Hayır, asla hiç bir zaman olmadı. Ben buraya çok ciddi bir insan kaynakları prosedürü ile geldim. Hiçbir şekilde böyle bir şeyi kabul edemem. Bu çok asparagas bir haberdi. Bu haberin iftira olduğunu onlar da biliyor. Bu çamur at izi kalsın başka hiç bir şey değil. Ama Galatasaray’da bu şekilde iş yapılıyor. Bugüne kadar yapılma şekli bu. Dolayısıyla bunu kullanıyorlar esasen.
Biz kimsenin sevgilisi, karısı ,eşi dostu değiliz.

-Anladığım kadarıyla şöyle bir şey olmuş. Ünal Aysal size ‘bu Galatasaray’da bazı şeyler hoşuma gitmiyor, siz bunları araştırın, sonuna kadar gidin’ dedi, ancak siz araştırdığınızda gördünüz ki yönetim kurulu üyelerine ikinci başkanlara kadar uzanıyor. Doğru mu?
Çok üst düzeylere ulaşıyor diyelim. Ulaştı, ulaşınca da sizin yapılabileceklerinizin sınırı bellidir. Yapabilceklerinizin sınırı belli olduğu için de siz görevinizi yaparsınız masaya koyarsınız, bundan sonraki iş artık üstünüzdeki kişilere kalmıştır.

“ORTADAN KAYBOLMADIM, YERİM YURDUM BELLİ”
-Kamuoyu sizi Galatasaray’ın 500 bin lirasını zimmetine geçirerek ortadan kaybolan bir insan olarak görüyor…
Ben ortadan kaybolmadım. Yerim belli yurdum belli. Ben avukatım,hukuki mücadelemi veriyorum. Burada ben mağdurum ve mağduriyetimi gidermek için hukuk savaşı veriyorum.

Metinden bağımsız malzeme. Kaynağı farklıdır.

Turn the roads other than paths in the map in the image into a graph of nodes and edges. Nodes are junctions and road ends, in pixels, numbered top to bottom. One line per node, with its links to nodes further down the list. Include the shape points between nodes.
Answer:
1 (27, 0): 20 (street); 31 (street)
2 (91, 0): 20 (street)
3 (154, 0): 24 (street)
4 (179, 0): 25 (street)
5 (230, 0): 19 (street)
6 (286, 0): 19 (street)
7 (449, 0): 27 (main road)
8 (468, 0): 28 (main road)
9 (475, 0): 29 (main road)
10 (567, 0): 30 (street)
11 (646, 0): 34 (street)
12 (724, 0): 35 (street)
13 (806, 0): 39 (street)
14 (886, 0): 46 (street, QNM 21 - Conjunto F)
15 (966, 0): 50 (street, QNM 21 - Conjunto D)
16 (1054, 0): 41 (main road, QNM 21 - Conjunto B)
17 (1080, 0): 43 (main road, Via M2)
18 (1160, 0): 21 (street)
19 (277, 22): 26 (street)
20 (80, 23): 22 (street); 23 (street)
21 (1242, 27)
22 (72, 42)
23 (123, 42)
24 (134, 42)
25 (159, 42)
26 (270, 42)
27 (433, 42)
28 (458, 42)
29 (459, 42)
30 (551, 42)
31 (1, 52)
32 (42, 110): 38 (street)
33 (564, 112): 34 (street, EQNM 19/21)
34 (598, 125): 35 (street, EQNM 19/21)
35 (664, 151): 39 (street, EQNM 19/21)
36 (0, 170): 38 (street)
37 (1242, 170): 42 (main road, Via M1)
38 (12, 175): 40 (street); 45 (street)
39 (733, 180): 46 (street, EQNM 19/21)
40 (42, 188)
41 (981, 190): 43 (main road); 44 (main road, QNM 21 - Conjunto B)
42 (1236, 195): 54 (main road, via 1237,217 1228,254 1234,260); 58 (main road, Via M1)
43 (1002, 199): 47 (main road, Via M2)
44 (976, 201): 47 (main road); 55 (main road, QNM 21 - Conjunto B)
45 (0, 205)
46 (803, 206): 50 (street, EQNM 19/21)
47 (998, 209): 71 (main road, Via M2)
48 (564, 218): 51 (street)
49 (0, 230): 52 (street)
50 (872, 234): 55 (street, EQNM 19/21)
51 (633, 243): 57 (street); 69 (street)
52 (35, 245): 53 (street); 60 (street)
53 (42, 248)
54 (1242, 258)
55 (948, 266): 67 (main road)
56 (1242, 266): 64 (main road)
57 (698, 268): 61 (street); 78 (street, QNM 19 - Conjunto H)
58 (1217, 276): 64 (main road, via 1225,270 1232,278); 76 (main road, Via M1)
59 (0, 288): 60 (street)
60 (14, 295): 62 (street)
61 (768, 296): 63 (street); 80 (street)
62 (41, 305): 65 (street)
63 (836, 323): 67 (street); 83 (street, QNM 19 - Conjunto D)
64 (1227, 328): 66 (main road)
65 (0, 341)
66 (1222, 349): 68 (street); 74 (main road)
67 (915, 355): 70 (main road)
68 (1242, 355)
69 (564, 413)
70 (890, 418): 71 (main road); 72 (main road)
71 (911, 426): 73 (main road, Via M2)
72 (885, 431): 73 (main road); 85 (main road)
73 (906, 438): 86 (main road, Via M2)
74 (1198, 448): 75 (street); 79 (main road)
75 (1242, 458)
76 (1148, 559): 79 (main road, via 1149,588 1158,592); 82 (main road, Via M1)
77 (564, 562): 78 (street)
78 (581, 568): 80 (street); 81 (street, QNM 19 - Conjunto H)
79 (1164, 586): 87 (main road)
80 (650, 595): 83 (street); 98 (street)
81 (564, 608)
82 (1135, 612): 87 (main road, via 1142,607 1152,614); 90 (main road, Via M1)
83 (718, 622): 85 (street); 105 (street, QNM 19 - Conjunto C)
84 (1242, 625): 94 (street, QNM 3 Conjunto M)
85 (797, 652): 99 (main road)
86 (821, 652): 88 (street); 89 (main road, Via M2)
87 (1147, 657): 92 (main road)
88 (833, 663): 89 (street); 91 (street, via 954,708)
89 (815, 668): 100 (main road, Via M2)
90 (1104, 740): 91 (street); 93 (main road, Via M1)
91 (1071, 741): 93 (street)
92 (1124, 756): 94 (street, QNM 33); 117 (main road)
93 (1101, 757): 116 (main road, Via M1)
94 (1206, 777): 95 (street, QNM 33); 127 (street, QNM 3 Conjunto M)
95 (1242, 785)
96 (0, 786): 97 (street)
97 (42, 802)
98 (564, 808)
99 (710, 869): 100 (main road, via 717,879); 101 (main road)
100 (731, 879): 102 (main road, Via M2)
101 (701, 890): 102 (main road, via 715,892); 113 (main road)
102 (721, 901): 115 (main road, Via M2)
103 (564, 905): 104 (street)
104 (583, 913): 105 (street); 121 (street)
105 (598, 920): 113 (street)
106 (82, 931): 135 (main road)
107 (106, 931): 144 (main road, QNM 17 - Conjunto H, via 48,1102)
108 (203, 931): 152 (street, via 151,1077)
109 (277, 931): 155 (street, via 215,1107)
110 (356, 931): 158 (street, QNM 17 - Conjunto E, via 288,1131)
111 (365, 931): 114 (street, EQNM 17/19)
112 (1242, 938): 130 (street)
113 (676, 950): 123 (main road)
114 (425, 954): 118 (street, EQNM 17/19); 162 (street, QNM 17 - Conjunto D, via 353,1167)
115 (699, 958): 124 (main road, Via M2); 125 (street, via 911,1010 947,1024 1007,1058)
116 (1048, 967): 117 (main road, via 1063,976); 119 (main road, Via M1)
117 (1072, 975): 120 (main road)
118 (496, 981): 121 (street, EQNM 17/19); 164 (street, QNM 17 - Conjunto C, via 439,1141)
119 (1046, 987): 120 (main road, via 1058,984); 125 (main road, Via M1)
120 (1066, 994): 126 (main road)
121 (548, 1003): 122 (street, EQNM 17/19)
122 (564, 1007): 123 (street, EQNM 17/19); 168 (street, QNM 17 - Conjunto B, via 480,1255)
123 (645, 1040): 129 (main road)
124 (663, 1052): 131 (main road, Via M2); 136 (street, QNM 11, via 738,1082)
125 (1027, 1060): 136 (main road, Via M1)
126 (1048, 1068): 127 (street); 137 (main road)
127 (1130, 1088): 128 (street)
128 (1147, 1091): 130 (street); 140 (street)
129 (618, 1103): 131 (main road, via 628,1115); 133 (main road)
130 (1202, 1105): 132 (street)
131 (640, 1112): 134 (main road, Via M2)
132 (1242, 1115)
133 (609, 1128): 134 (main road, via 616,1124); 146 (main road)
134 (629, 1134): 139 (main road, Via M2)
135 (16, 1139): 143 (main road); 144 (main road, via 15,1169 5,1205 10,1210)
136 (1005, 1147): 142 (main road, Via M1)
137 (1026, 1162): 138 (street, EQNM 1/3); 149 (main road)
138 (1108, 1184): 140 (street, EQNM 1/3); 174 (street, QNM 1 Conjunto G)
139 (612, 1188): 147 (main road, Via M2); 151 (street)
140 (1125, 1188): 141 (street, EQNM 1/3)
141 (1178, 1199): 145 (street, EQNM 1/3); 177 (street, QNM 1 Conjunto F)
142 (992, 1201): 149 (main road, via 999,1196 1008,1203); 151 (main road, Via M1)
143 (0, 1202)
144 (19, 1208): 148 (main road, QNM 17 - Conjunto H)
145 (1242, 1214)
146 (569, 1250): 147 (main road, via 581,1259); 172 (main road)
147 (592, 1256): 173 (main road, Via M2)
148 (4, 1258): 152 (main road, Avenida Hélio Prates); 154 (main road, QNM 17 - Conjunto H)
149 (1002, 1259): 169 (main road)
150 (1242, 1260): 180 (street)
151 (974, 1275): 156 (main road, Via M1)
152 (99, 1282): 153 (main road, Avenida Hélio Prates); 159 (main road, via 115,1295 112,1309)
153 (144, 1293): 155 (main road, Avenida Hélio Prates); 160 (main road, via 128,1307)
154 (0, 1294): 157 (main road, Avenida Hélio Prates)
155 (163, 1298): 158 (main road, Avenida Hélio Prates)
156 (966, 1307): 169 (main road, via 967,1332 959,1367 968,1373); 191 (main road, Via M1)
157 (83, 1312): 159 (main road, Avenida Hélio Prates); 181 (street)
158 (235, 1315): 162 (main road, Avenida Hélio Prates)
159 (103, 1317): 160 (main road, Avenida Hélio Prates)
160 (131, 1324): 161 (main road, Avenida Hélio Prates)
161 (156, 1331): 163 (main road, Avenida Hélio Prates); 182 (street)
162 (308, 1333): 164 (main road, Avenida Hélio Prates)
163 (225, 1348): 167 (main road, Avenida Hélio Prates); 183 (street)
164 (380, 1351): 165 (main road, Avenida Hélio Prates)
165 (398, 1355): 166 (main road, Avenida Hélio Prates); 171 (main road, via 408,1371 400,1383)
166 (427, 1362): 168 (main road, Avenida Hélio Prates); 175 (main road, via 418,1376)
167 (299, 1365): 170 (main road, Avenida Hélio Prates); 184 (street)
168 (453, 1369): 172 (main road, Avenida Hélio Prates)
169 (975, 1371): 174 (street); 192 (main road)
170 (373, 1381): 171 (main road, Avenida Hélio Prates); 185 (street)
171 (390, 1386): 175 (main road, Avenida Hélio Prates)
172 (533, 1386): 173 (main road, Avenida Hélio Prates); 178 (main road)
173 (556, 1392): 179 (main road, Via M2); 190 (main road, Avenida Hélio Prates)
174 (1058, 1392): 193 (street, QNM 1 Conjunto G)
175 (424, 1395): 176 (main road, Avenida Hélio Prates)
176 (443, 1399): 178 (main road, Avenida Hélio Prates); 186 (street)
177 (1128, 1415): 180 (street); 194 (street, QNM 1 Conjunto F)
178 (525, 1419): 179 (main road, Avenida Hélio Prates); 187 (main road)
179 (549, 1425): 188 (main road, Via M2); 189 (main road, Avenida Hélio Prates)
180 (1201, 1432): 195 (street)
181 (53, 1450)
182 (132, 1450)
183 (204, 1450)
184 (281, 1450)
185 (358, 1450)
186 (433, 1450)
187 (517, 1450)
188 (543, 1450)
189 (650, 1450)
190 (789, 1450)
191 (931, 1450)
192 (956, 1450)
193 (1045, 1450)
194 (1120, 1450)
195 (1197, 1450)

-Sayın Lutfi Aarıboğan imzalarken o makbuzu, hesabınıza geçen parayı hastalığınızın giderilmesi için imzaladığını söylüyor. Bunun inandırıcı ya da doğru olduğunu söylüyor musunuz?
Siz ya da kamuoyu inandırıcı buluyorsa ne kadar inandırıcı buluyorsa o kadar inandırıcı bulunur. Hangi uluslararası şirkette, hangi büyük şirkette siz müdürünüze gidip, ‘ben mağdurum, hastayım’ diye para isteseniz de para verir mi? Kim bugüne kadar böyle bir şey yapmış? Bence Lutfi bey açıklasın. Yani daha iyi bir neden de bulabilirdi Lutfi bey. Daha iyi bir açıklama yapabilirdi. Çünkü ben şahsen vermem.